Дрессировщик понимал, что именно беспомощность Связанного спасает его от зависти. Кто знает, не прибедняется ли, не товарищам ли в угоду он в мокрой, облепившей тело одежде неуклюже, с камня на камень пробирается к берегу. Жена дрессировщика уверяла, что и самая дорогая одежда (а одежда Связанного отнюдь не была самой дорогой) не выдержит такой стирки, но муж успокаивал ее тем, что все это ненадолго. Так он вообще пресекал все разговоры: контракт-де заключен только на лето. Но он явно темнил, обманывая заодно и самого себя. По совести говоря, он всех своих львов и акробатов променял бы на Связанного.
И он доказал это в тот вечер, когда циркачам вздумалось прыгать через костер. Позже он сообразил, что они затеяли это не потому, что лето было на ущербе, нет, они затеяли это из-за Связанного, который по обыкновению лежал у огня и поглядывал на них. По лицу его блуждала улыбка; или то был отблеск пламени, кто знает? О нем вообще никто ничего не знал, ибо рассказы свои он неизменно начинал с того момента, когда вышел из леса.
Итак, в тот вечер два акробата ни с того ни с сего схватили его за руки и за ноги, подтащили к самому костру и стали раскачивать, а двое других, по ту сторону, будто в шутку расставили руки. И Связанного швырнули, но бросок оказался недостаточно сильным. К тому же те двое отпрянули, чтобы удар не свалил их, как они потом объяснили. Связанный упал на тлеющие угли и, конечно, загорелся бы, если бы хозяин собственноручно не вынес его из огня: прежде всего он спасал путы, которые вспыхнули бы немедля. Он же был уверен, что все дело в путах, только они дают ему полный сбор. Виновных тотчас уволили.
Спустя несколько дней жена дрессировщика проснулась от шороха чьих-то шагов по траве и выскочила из фургона как раз вовремя, чтобы помешать клоуну сыграть свой последний номер. У шута не было при себе ничего, кроме ножниц. На допросе он настаивал на том, что и в мыслях не имел покушаться на жизнь человека. Он только хотел перерезать путы. Клоун взывал к милосердию, но его уволили тоже.

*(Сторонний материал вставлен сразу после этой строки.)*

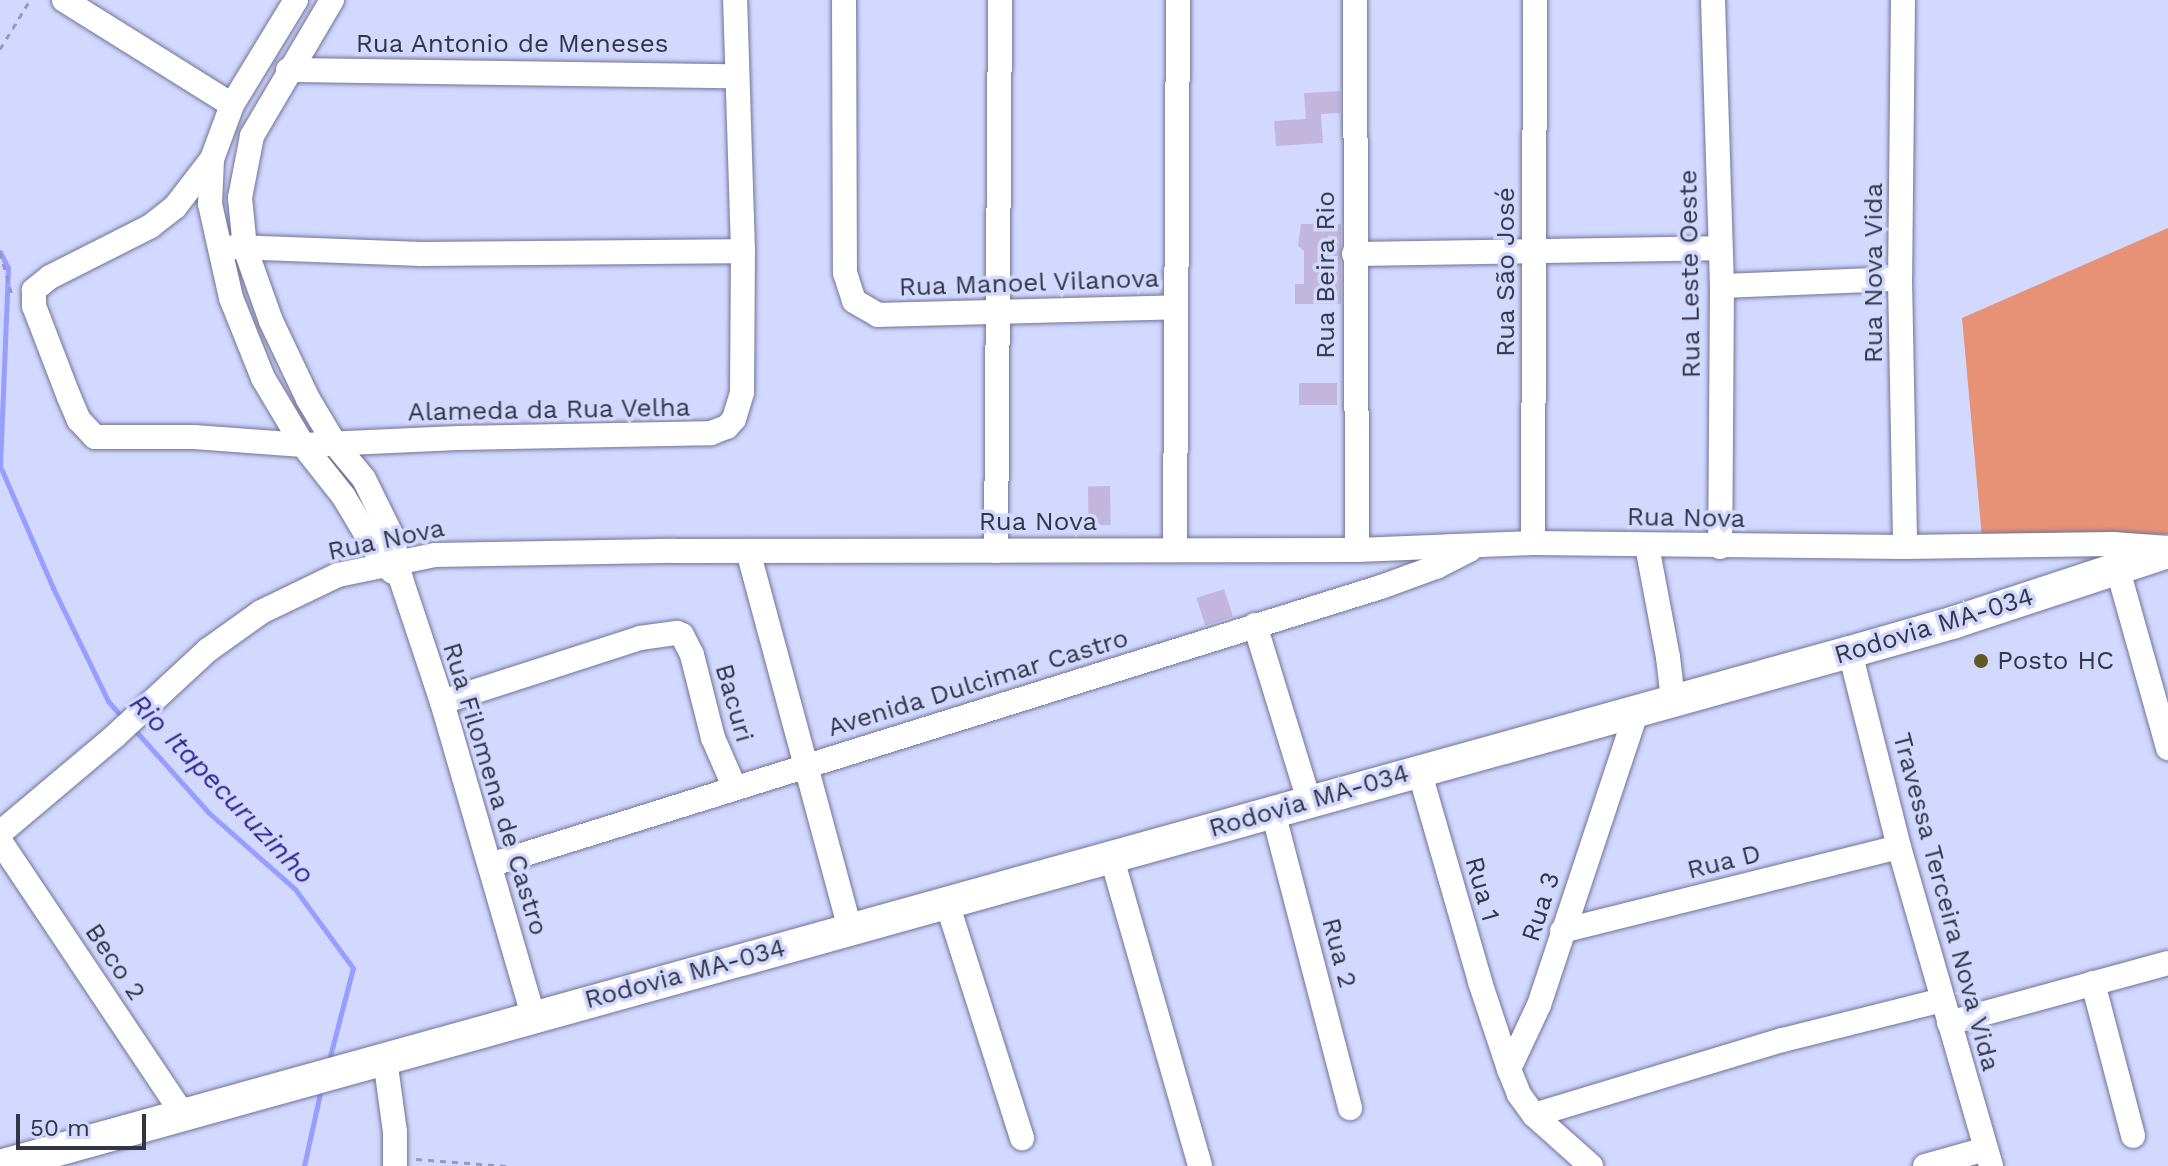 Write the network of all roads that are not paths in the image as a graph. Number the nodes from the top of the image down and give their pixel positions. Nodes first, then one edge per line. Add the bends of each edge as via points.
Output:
1 (64, 0) edge
2 (296, 0) edge
3 (332, 0) edge
4 (735, 0) edge
5 (844, 0) edge
6 (1000, 0) edge
7 (1178, 0) edge
8 (1355, 0) edge
9 (1535, 0) edge
10 (1713, 0) edge
11 (1903, 0) edge
12 (288, 70) junction
13 (735, 76) junction
14 (232, 105) junction
15 (212, 159) junction
16 (218, 246) junction
17 (245, 248) junction
18 (1720, 248) junction
19 (743, 251) junction
20 (1534, 253) junction
21 (1354, 254) junction
22 (1900, 279) junction
23 (1722, 286) junction
24 (1176, 307) junction
25 (998, 311) junction
26 (335, 444) junction
27 (303, 445) junction
28 (1533, 543) junction
29 (1479, 545) junction
30 (2053, 545) junction
31 (1647, 546) junction
32 (1720, 547) junction
33 (1905, 547) junction
34 (1175, 549) junction
35 (1357, 550) junction
36 (2168, 550) edge
37 (748, 551) junction
38 (996, 551) junction
39 (395, 568) junction
40 (2107, 573) junction
41 (1255, 625) junction
42 (1850, 652) junction
43 (1673, 700) junction
44 (442, 702) junction
45 (1637, 710) junction
46 (2168, 748) edge
47 (806, 766) junction
48 (1419, 770) junction
49 (734, 786) junction
50 (1309, 800) junction
51 (1273, 812) junction
52 (0, 833) edge
53 (0, 841) edge
54 (1899, 847) junction
55 (1111, 855) junction
56 (490, 865) junction
57 (947, 903) junction
58 (850, 929) junction
59 (1562, 931) junction
60 (2168, 963) edge
61 (2093, 983) junction
62 (1945, 1011) junction
63 (533, 1015) junction
64 (371, 1063) junction
65 (1509, 1069) junction
66 (1350, 1108) dead end
67 (183, 1114) junction
68 (1534, 1115) junction
69 (2133, 1136) dead end
70 (1022, 1138) dead end
71 (1989, 1158) edge
72 (395, 1162) edge
73 (0, 1166) edge
74 (1200, 1166) edge
75 (1591, 1166) edge
76 (1925, 1166) edge

1 - 14 street
2 - 14 street
3 - 12 street
4 - 13 street, Alameda da Rua Velha
5 - 25 street, Rua Manoel Vilanova via 845,273 854,301 878,315
6 - 25 street
7 - 24 street
8 - 21 street, Rua Beira Rio
9 - 20 street, Rua São José
10 - 18 street, Rua Leste Oeste
11 - 22 street, Rua Nova Vida
12 - 13 street, Rua Antonio de Meneses
12 - 17 street via 252,136 244,165 240,198
13 - 19 street, Alameda da Rua Velha
14 - 15 street
15 - 16 street via 210,204
15 - 27 street, Alameda da Rua Velha via 175,207 151,226 40,283 34,306 79,420 95,437
16 - 17 street
16 - 27 street via 239,325
17 - 19 street via 422,254
17 - 26 street via 271,321
18 - 20 street
18 - 23 street, Rua Leste Oeste
19 - 26 street, Alameda da Rua Velha via 742,392 727,427 692,436
20 - 21 street
20 - 28 street, Rua São José
21 - 35 street, Rua Beira Rio
22 - 23 street
22 - 33 street, Rua Nova Vida
23 - 32 street, Rua Leste Oeste
24 - 25 street, Rua Manoel Vilanova
24 - 34 street
25 - 38 street
26 - 27 street, Alameda da Rua Velha
26 - 39 street via 377,501
27 - 39 street
28 - 29 street, Rua Nova
28 - 31 street, Rua Nova
29 - 35 street, Rua Nova
29 - 41 street, Avenida Dulcimar Castro via 1436,567
30 - 33 street, Rua Nova
30 - 36 street, Rua Nova
30 - 40 street
31 - 32 street, Rua Nova
31 - 43 street
32 - 33 street, Rua Nova
34 - 35 street, Rua Nova
34 - 38 street, Rua Nova
36 - 40 main road, Rodovia MA-034
37 - 38 street, Rua Nova
37 - 39 street, Rua Nova via 470,552
37 - 47 street
39 - 44 street, Rua Filomena de Castro
39 - 52 street, Rua Nova via 338,575 229,633
40 - 42 main road, Rodovia MA-034
40 - 46 street
41 - 47 street, Avenida Dulcimar Castro
41 - 50 street
42 - 43 main road, Rodovia MA-034
42 - 54 street, Travessa Terceira Nova Vida
43 - 45 main road, Rodovia MA-034
44 - 49 street, Bacuri via 640,638 674,632 682,635 692,655 713,738
44 - 56 street, Rua Filomena de Castro
45 - 48 main road, Rodovia MA-034
45 - 59 street, Rua 3
47 - 49 street, Avenida Dulcimar Castro
47 - 58 street
48 - 50 main road, Rodovia MA-034
48 - 65 street, Rua 1
49 - 56 street, Avenida Dulcimar Castro
50 - 51 main road, Rodovia MA-034
51 - 55 main road, Rodovia MA-034
51 - 66 street, Rua 2
53 - 67 street, Beco 2
54 - 59 street, Rua D
54 - 62 street, Travessa Terceira Nova Vida
55 - 57 main road, Rodovia MA-034
55 - 74 street
56 - 63 street, Rua Filomena de Castro
57 - 58 main road, Rodovia MA-034
57 - 70 street
58 - 63 main road, Rodovia MA-034
59 - 65 street, Rua 3 via 1525,1039
60 - 61 street
61 - 62 street
61 - 69 street
62 - 68 street via 1783,1040
62 - 71 street, Travessa Terceira Nova Vida
63 - 64 main road, Rodovia MA-034
64 - 67 main road, Rodovia MA-034
64 - 72 street
65 - 68 street
67 - 73 main road, Rodovia MA-034
68 - 75 street
71 - 76 street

Связанного забавляли эти старания: ведь он мог и сам освободиться, лишь бы захотеть, но, может быть, стоило сперва разучить еще парочку-другую прыжков? «Мы бродячие артисты, мы бродяжничаем с цирком». Ночами, лежа без сна, он не раз вспоминал эту детскую песенку. С того берега долго еще доносились голоса возвращающихся домой зрителей, которых течением снесло далеко вниз. Он смотрел, как искрится река, как в лунном свете тянутся из густого тальника молодые побеги, и не вспоминал об осени.
Дрессировщик боялся опасности, подстерегающей Связанного во сне. И не потому, что нашлись бы охотники освободить его: уволенные акробаты или подосланные ребятишки — с этими он мог бы сладить. Опасность таилась в самом Связанном: он забывал во сне о путах, и пасмурными утрами они каждый раз сызнова ошеломляли его. В гневе силился он встать, вскидывался и падал обратно. Вчерашние рукоплескания звучали уже где-то далеко, сон еще туманил сознание, шея и голова были слишком свободны. Человек в путах являл полную противоположность человеку на виселице: веревка стягивала все его тело, кроме шеи. Как бы ему в такую минуту не подвернулся нож. Иногда дрессировщик подсылал к нему под утро жену. Когда она заставала его спящим, она склонялась над ним и приподнимала путы. Веревка заскорузла от влаги и грязи. Женщина проверяла, не слишком ли натянуты путы, дотрагивалась до его стертых в кровь суставов.
Но вот о Связанном поползли всевозможные слухи. Одни утверждали, что он сам наложил на себя путы, а уж потом присочинил историю с ворами; к концу лета возобладала именно эта версия. Другие допускали, что Связанный сам пожелал этого и что тут не обошлось без хозяина цирка. Недомолвки, манера обрывать разговор, едва только речь заходила об ограблении, — все это подогревало воображение людей. Над простаками, которые все еще верили Связанному, посмеивались. Никто не догадывался, какого труда хозяину стоило удержать его в труппе, сколько раз Связанный заявлял, что с него хватит, пора кончать, и так, почитай, все лето пропало.